Brexit Bulletin: Change the Diary
(Bloomberg) -- Today in Brexit: As Parliament votes to delay Britain’s departure from the EU, Theresa May plans a final push to get her deal over the line.
Britain’s long-planned Brexit date of March 29 is likely to be no more.
After another 24 hours of high political drama in Westminster, the vote by U.K. lawmakers to seek an extension to Brexit has kept Theresa May’s deal on life support, just days after her plan looked dead and buried.

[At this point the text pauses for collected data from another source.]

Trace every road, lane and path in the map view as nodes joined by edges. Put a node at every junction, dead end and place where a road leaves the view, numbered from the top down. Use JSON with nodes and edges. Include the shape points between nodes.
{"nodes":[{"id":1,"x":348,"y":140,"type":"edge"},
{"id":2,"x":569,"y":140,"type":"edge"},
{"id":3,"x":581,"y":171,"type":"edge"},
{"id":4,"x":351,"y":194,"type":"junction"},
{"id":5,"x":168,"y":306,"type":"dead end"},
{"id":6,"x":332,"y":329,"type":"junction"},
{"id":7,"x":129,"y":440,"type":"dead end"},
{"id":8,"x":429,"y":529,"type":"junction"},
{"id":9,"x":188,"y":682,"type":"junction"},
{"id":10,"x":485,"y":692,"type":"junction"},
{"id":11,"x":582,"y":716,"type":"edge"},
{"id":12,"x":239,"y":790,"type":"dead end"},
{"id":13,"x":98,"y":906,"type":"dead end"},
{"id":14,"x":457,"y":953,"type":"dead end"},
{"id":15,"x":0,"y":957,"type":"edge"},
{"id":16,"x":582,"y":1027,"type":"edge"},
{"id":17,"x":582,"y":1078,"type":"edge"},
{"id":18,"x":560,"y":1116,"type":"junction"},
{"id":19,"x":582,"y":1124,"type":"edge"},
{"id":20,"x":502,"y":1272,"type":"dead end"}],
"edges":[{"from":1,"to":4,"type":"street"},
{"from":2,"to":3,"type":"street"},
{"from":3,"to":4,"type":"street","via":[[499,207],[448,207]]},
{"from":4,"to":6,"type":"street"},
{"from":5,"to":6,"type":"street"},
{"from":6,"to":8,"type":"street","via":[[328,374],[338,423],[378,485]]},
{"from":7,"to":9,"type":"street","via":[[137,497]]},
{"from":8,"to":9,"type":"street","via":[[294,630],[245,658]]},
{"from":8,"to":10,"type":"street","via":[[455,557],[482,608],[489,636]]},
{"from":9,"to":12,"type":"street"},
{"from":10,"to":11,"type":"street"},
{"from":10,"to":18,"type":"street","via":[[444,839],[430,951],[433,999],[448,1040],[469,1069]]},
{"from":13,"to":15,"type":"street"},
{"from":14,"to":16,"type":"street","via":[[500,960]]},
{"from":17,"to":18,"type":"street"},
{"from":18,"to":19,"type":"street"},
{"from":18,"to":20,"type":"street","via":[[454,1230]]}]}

In a case of try, try and try again, the prime minister now plans to put her exit agreement to Parliament for a third time before March 20, offering a choice she hopes will finally win round the hardline Brexit-backers in her party: Support my deal and we leave within three months, or else face a long delay that risks no Brexit at all.
Help is also coming from Attorney General Geoffrey Cox, who has updated his legal advice on the contentious provision for the land border with Ireland, according to the Telegraph. That’s an effort to sway the pro-Brexit European Research Group caucus and Northern Ireland’s Democratic Unionist Party, whose votes are crucial.
But don’t assume all is rosy for May. Her party is still deeply divided — more than half voted against the delay — and she still needs the backing of the other 27 European Union leaders to get an extension. They themselves are split on the idea.
Meanwhile, the British public aren’t impressed by this turn of events. A snap YouGov poll yesterday said 43 percent of respondents were against a delay, 38 percent were in favor and the rest undecided.
- The Irish border is 310 miles breaking Brexit, and Bloomberg’s Bryn Colton, Sam Dodge and Rodney Jefferson have traced its history and importance.
- Theresa May might just have outmaneuvered all her Brexit critics, writes Bloomberg Opinion columnist Mohamed A. El-Erian.
- Ultimate success for May could still rely on the opposition Labour Party, the Times’s Philip Collins writes.
Brexit in Brief
Trump Surprise | At a meeting with Irish Prime Minister Leo Varadkar, U.S. President Donald Trump said he was surprised at how badly the Brexit negotiations are going, and that May was ignoring advice on negotiation he’d given her.
New Leader | Vince Cable, leader of the anti-Brexit Liberal Democrat party, is stepping down in May. His deputy Jo Swinson is a front-runner to replace him.
Customs Standoff | French customs officers again caused delays on Thursday by working to rule, a sign of the potential disruption that could occur in a no-deal Brexit.